(Stored data)
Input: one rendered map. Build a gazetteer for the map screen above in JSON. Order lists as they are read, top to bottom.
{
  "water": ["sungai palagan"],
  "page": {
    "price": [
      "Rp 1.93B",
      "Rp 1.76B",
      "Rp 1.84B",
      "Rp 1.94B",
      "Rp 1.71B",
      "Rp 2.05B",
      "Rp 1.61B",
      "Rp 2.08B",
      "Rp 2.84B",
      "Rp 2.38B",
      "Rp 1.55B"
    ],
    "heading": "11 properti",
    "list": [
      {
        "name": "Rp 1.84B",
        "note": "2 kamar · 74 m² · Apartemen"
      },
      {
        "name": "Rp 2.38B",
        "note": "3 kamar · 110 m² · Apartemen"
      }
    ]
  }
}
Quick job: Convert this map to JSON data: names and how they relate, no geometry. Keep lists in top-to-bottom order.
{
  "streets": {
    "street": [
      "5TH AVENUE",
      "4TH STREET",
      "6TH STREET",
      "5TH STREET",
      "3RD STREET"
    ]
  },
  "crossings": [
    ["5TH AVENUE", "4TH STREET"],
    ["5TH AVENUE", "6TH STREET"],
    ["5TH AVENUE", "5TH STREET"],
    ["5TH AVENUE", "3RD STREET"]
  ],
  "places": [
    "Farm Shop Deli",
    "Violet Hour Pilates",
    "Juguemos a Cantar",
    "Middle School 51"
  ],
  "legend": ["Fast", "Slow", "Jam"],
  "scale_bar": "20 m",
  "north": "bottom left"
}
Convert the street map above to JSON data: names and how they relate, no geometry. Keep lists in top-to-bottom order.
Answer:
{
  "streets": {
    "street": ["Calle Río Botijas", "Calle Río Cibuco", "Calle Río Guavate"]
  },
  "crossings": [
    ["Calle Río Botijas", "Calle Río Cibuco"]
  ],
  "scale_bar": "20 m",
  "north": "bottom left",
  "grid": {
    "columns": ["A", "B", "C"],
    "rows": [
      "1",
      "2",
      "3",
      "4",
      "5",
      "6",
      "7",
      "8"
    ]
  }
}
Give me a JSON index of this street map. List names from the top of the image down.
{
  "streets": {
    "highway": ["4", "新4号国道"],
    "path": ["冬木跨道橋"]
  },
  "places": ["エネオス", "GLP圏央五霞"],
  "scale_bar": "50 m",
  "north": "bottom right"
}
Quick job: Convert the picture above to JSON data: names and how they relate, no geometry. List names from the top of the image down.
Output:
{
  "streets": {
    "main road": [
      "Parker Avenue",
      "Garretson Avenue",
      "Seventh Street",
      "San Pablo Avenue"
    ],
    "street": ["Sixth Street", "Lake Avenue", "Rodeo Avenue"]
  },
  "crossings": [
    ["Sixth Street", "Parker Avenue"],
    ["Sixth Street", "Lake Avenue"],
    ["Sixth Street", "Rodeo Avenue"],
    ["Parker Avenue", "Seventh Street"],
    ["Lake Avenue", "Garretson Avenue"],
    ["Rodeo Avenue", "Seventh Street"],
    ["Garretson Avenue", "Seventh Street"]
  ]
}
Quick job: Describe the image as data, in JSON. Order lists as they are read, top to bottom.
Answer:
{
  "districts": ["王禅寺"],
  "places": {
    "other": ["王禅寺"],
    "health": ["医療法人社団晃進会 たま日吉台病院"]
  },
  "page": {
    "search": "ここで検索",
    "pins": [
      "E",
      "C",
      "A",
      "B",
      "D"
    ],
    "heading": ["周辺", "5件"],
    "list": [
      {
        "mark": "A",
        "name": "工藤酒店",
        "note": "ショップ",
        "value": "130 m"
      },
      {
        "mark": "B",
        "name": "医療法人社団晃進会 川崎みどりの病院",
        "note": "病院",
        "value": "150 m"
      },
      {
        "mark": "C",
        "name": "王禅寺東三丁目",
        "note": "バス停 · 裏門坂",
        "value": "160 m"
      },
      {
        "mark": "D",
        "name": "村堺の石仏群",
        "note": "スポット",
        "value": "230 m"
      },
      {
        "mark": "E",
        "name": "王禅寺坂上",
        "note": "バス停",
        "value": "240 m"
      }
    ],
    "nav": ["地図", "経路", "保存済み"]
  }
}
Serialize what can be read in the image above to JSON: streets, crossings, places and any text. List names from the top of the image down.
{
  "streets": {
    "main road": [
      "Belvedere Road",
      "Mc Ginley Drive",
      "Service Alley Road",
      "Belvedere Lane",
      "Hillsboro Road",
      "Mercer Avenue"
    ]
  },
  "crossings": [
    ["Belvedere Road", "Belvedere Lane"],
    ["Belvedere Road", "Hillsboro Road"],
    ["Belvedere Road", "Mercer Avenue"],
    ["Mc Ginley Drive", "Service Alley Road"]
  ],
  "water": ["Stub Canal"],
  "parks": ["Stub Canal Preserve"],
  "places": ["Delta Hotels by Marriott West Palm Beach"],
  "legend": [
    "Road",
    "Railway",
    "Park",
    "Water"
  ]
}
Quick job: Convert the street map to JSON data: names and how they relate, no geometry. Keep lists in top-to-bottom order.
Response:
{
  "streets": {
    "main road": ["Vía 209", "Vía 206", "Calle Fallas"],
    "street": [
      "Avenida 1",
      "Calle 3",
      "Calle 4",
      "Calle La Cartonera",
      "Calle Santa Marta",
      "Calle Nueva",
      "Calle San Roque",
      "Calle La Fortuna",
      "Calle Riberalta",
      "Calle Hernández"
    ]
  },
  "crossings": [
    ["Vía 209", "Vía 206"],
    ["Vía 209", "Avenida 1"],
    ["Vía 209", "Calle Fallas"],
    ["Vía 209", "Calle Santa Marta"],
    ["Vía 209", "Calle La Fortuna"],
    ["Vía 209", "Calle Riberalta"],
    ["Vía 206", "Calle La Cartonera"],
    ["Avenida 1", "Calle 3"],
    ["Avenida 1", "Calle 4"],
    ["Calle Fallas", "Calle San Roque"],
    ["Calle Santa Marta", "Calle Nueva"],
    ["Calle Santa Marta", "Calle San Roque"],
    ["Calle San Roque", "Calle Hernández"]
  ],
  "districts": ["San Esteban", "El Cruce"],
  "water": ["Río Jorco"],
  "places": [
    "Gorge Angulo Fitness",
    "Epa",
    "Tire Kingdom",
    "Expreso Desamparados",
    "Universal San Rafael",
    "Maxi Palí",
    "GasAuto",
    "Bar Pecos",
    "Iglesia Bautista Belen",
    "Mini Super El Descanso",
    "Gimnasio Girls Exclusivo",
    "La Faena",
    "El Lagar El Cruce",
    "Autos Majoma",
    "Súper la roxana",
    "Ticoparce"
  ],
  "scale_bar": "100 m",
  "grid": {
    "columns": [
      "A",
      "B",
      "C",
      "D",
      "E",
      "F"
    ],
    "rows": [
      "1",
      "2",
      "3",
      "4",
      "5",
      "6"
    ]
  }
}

__Assignment__: What you need to do is repeat every record above exactly.

__Written reply__:
Input: one rendered map. Build a gazetteer for the map screen above in JSON. Order lists as they are read, top to bottom.
{
  "water": ["sungai palagan"],
  "page": {
    "price": [
      "Rp 1.93B",
      "Rp 1.76B",
      "Rp 1.84B",
      "Rp 1.94B",
      "Rp 1.71B",
      "Rp 2.05B",
      "Rp 1.61B",
      "Rp 2.08B",
      "Rp 2.84B",
      "Rp 2.38B",
      "Rp 1.55B"
    ],
    "heading": "11 properti",
    "list": [
      {
        "name": "Rp 1.84B",
        "note": "2 kamar · 74 m² · Apartemen"
      },
      {
        "name": "Rp 2.38B",
        "note": "3 kamar · 110 m² · Apartemen"
      }
    ]
  }
}
Quick job: Convert this map to JSON data: names and how they relate, no geometry. Keep lists in top-to-bottom order.
{
  "streets": {
    "street": [
      "5TH AVENUE",
      "4TH STREET",
      "6TH STREET",
      "5TH STREET",
      "3RD STREET"
    ]
  },
  "crossings": [
    ["5TH AVENUE", "4TH STREET"],
    ["5TH AVENUE", "6TH STREET"],
    ["5TH AVENUE", "5TH STREET"],
    ["5TH AVENUE", "3RD STREET"]
  ],
  "places": [
    "Farm Shop Deli",
    "Violet Hour Pilates",
    "Juguemos a Cantar",
    "Middle School 51"
  ],
  "legend": ["Fast", "Slow", "Jam"],
  "scale_bar": "20 m",
  "north": "bottom left"
}
Convert the street map above to JSON data: names and how they relate, no geometry. Keep lists in top-to-bottom order.
Answer:
{
  "streets": {
    "street": ["Calle Río Botijas", "Calle Río Cibuco", "Calle Río Guavate"]
  },
  "crossings": [
    ["Calle Río Botijas", "Calle Río Cibuco"]
  ],
  "scale_bar": "20 m",
  "north": "bottom left",
  "grid": {
    "columns": ["A", "B", "C"],
    "rows": [
      "1",
      "2",
      "3",
      "4",
      "5",
      "6",
      "7",
      "8"
    ]
  }
}
Give me a JSON index of this street map. List names from the top of the image down.
{
  "streets": {
    "highway": ["4", "新4号国道"],
    "path": ["冬木跨道橋"]
  },
  "places": ["エネオス", "GLP圏央五霞"],
  "scale_bar": "50 m",
  "north": "bottom right"
}
Quick job: Convert the picture above to JSON data: names and how they relate, no geometry. List names from the top of the image down.
Output:
{
  "streets": {
    "main road": [
      "Parker Avenue",
      "Garretson Avenue",
      "Seventh Street",
      "San Pablo Avenue"
    ],
    "street": ["Sixth Street", "Lake Avenue", "Rodeo Avenue"]
  },
  "crossings": [
    ["Sixth Street", "Parker Avenue"],
    ["Sixth Street", "Lake Avenue"],
    ["Sixth Street", "Rodeo Avenue"],
    ["Parker Avenue", "Seventh Street"],
    ["Lake Avenue", "Garretson Avenue"],
    ["Rodeo Avenue", "Seventh Street"],
    ["Garretson Avenue", "Seventh Street"]
  ]
}
Quick job: Describe the image as data, in JSON. Order lists as they are read, top to bottom.
Answer:
{
  "districts": ["王禅寺"],
  "places": {
    "other": ["王禅寺"],
    "health": ["医療法人社団晃進会 たま日吉台病院"]
  },
  "page": {
    "search": "ここで検索",
    "pins": [
      "E",
      "C",
      "A",
      "B",
      "D"
    ],
    "heading": ["周辺", "5件"],
    "list": [
      {
        "mark": "A",
        "name": "工藤酒店",
        "note": "ショップ",
        "value": "130 m"
      },
      {
        "mark": "B",
        "name": "医療法人社団晃進会 川崎みどりの病院",
        "note": "病院",
        "value": "150 m"
      },
      {
        "mark": "C",
        "name": "王禅寺東三丁目",
        "note": "バス停 · 裏門坂",
        "value": "160 m"
      },
      {
        "mark": "D",
        "name": "村堺の石仏群",
        "note": "スポット",
        "value": "230 m"
      },
      {
        "mark": "E",
        "name": "王禅寺坂上",
        "note": "バス停",
        "value": "240 m"
      }
    ],
    "nav": ["地図", "経路", "保存済み"]
  }
}
Serialize what can be read in the image above to JSON: streets, crossings, places and any text. List names from the top of the image down.
{
  "streets": {
    "main road": [
      "Belvedere Road",
      "Mc Ginley Drive",
      "Service Alley Road",
      "Belvedere Lane",
      "Hillsboro Road",
      "Mercer Avenue"
    ]
  },
  "crossings": [
    ["Belvedere Road", "Belvedere Lane"],
    ["Belvedere Road", "Hillsboro Road"],
    ["Belvedere Road", "Mercer Avenue"],
    ["Mc Ginley Drive", "Service Alley Road"]
  ],
  "water": ["Stub Canal"],
  "parks": ["Stub Canal Preserve"],
  "places": ["Delta Hotels by Marriott West Palm Beach"],
  "legend": [
    "Road",
    "Railway",
    "Park",
    "Water"
  ]
}
Quick job: Convert the street map to JSON data: names and how they relate, no geometry. Keep lists in top-to-bottom order.
Response:
{
  "streets": {
    "main road": ["Vía 209", "Vía 206", "Calle Fallas"],
    "street": [
      "Avenida 1",
      "Calle 3",
      "Calle 4",
      "Calle La Cartonera",
      "Calle Santa Marta",
      "Calle Nueva",
      "Calle San Roque",
      "Calle La Fortuna",
      "Calle Riberalta",
      "Calle Hernández"
    ]
  },
  "crossings": [
    ["Vía 209", "Vía 206"],
    ["Vía 209", "Avenida 1"],
    ["Vía 209", "Calle Fallas"],
    ["Vía 209", "Calle Santa Marta"],
    ["Vía 209", "Calle La Fortuna"],
    ["Vía 209", "Calle Riberalta"],
    ["Vía 206", "Calle La Cartonera"],
    ["Avenida 1", "Calle 3"],
    ["Avenida 1", "Calle 4"],
    ["Calle Fallas", "Calle San Roque"],
    ["Calle Santa Marta", "Calle Nueva"],
    ["Calle Santa Marta", "Calle San Roque"],
    ["Calle San Roque", "Calle Hernández"]
  ],
  "districts": ["San Esteban", "El Cruce"],
  "water": ["Río Jorco"],
  "places": [
    "Gorge Angulo Fitness",
    "Epa",
    "Tire Kingdom",
    "Expreso Desamparados",
    "Universal San Rafael",
    "Maxi Palí",
    "GasAuto",
    "Bar Pecos",
    "Iglesia Bautista Belen",
    "Mini Super El Descanso",
    "Gimnasio Girls Exclusivo",
    "La Faena",
    "El Lagar El Cruce",
    "Autos Majoma",
    "Súper la roxana",
    "Ticoparce"
  ],
  "scale_bar": "100 m",
  "grid": {
    "columns": [
      "A",
      "B",
      "C",
      "D",
      "E",
      "F"
    ],
    "rows": [
      "1",
      "2",
      "3",
      "4",
      "5",
      "6"
    ]
  }
}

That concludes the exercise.